Avoid single-leg balances like Tree Pose or Half Moon if they trigger the click. These poses heavily load the hip joint in a stable position, and if the joint is lax, that load can lead to micro-trauma.
Quick Reference: When to Modify or Skip a Pose
If you experience either of the warning signs above, these common prenatal yoga poses may need significant modification. The goal is to maintain a strong, stable practice—not to achieve maximum flexibility.
- Pigeon Pose: Keep the front leg at a less extreme angle; support the hip of the front leg with a blanket.
- Happy Baby: Keep the feet above the knees, not pulled toward the armpits. Keep the sacrum on the mat.
- Lizard Lunge: Keep the back knee down and the front shin vertical to avoid a deep hip flexor stretch.
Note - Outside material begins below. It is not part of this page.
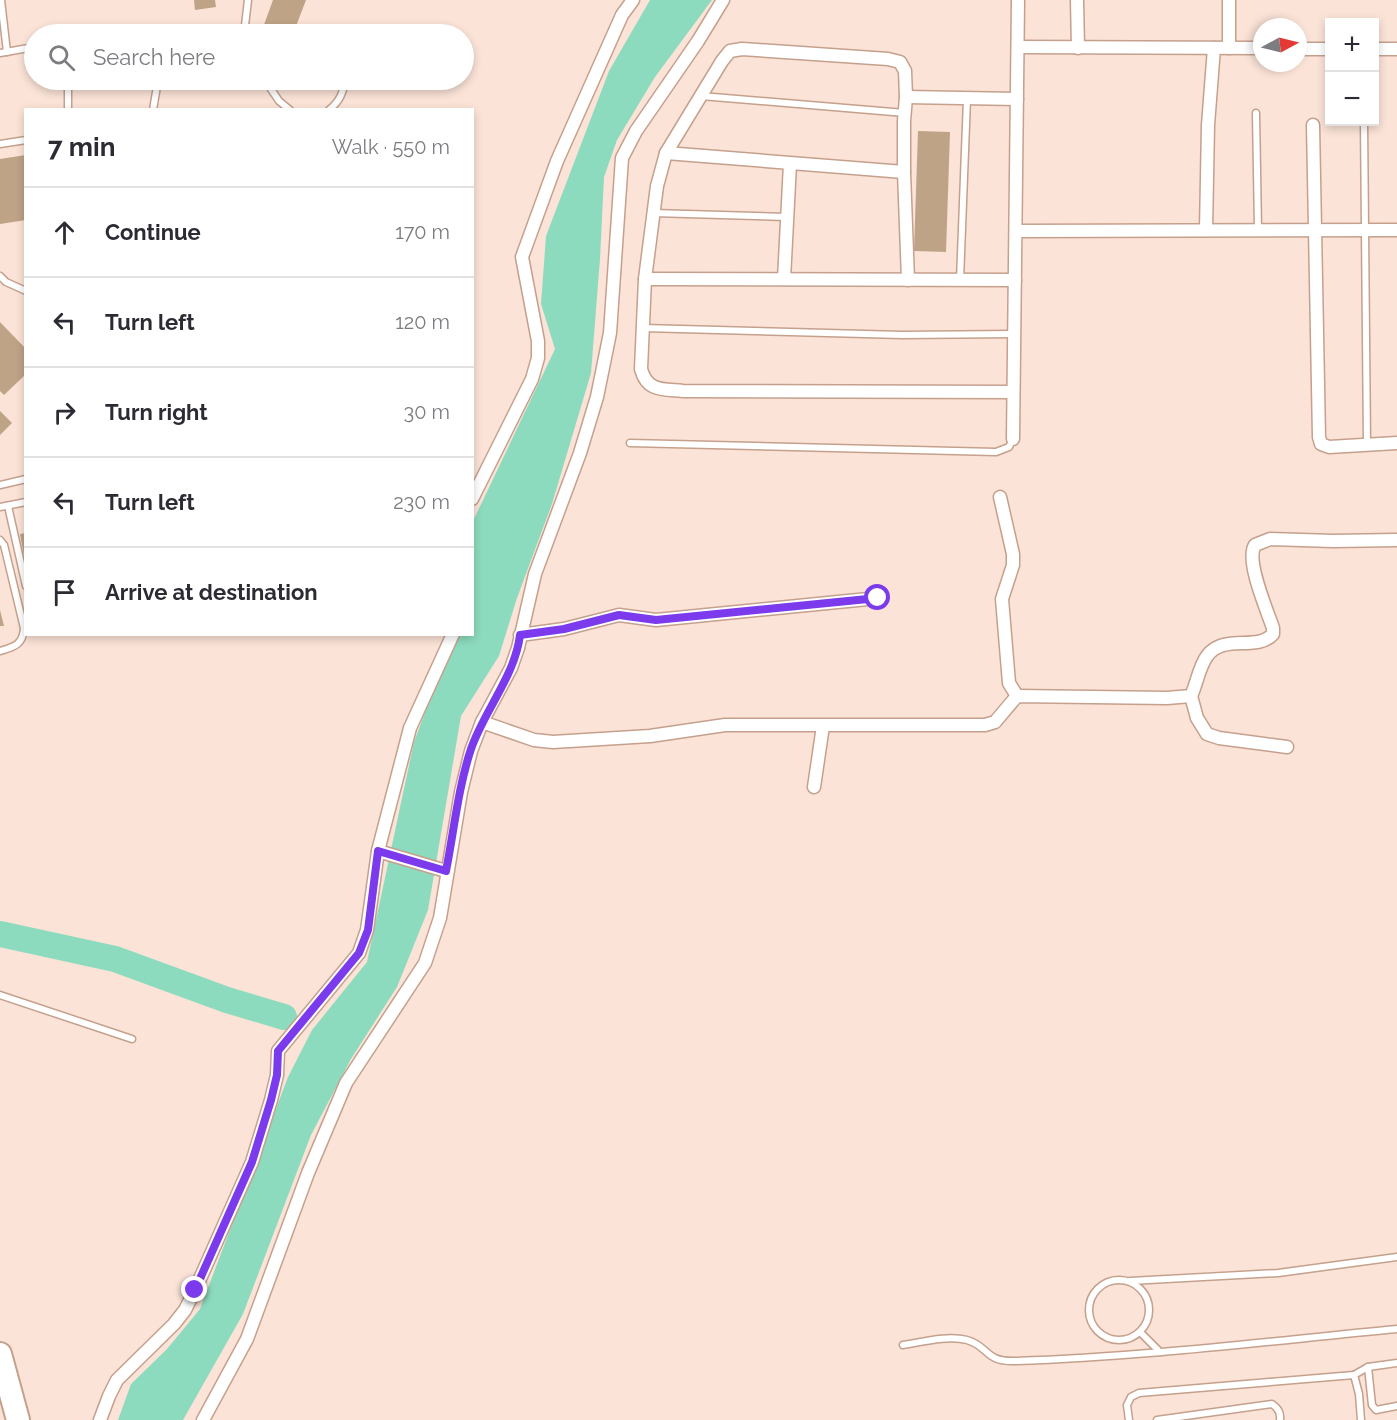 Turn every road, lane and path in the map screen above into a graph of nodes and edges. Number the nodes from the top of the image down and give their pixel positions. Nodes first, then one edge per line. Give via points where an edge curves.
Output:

- Garland Pose (Malasana): Sit on a block or bolster, allowing the knees to point forward rather than forcing them wide.
Building a Safer Prenatal Yoga Routine
Your prenatal practice should prioritize joint integrity over range of motion. The golden rule at this stage is to work at about 70–80% of your full range of motion—not your pre-pregnancy range. Just because you can put your foot behind your head doesn't mean your joint is equipped to handle that load right now.
Focus on poses that build endurance in the glutes, hamstrings, and core (the muscles that stabilize the hip). Poses like Cat-Cow, low-lunges with a block, and chair pose (Utkatasana) held for shorter durations with a focus on alignment are safer alternatives to deep hip rotations.
If the ache, clicking, or a feeling of instability persists after adjusting your routine for two weeks, or if it disrupts sleep or daily walking, consult a pelvic floor physical therapist or a healthcare provider familiar with pregnancy-related biomechanics. Ignoring these signals can lead to long-term joint issues such as hip dysplasia or labral tears, which are harder to treat after delivery.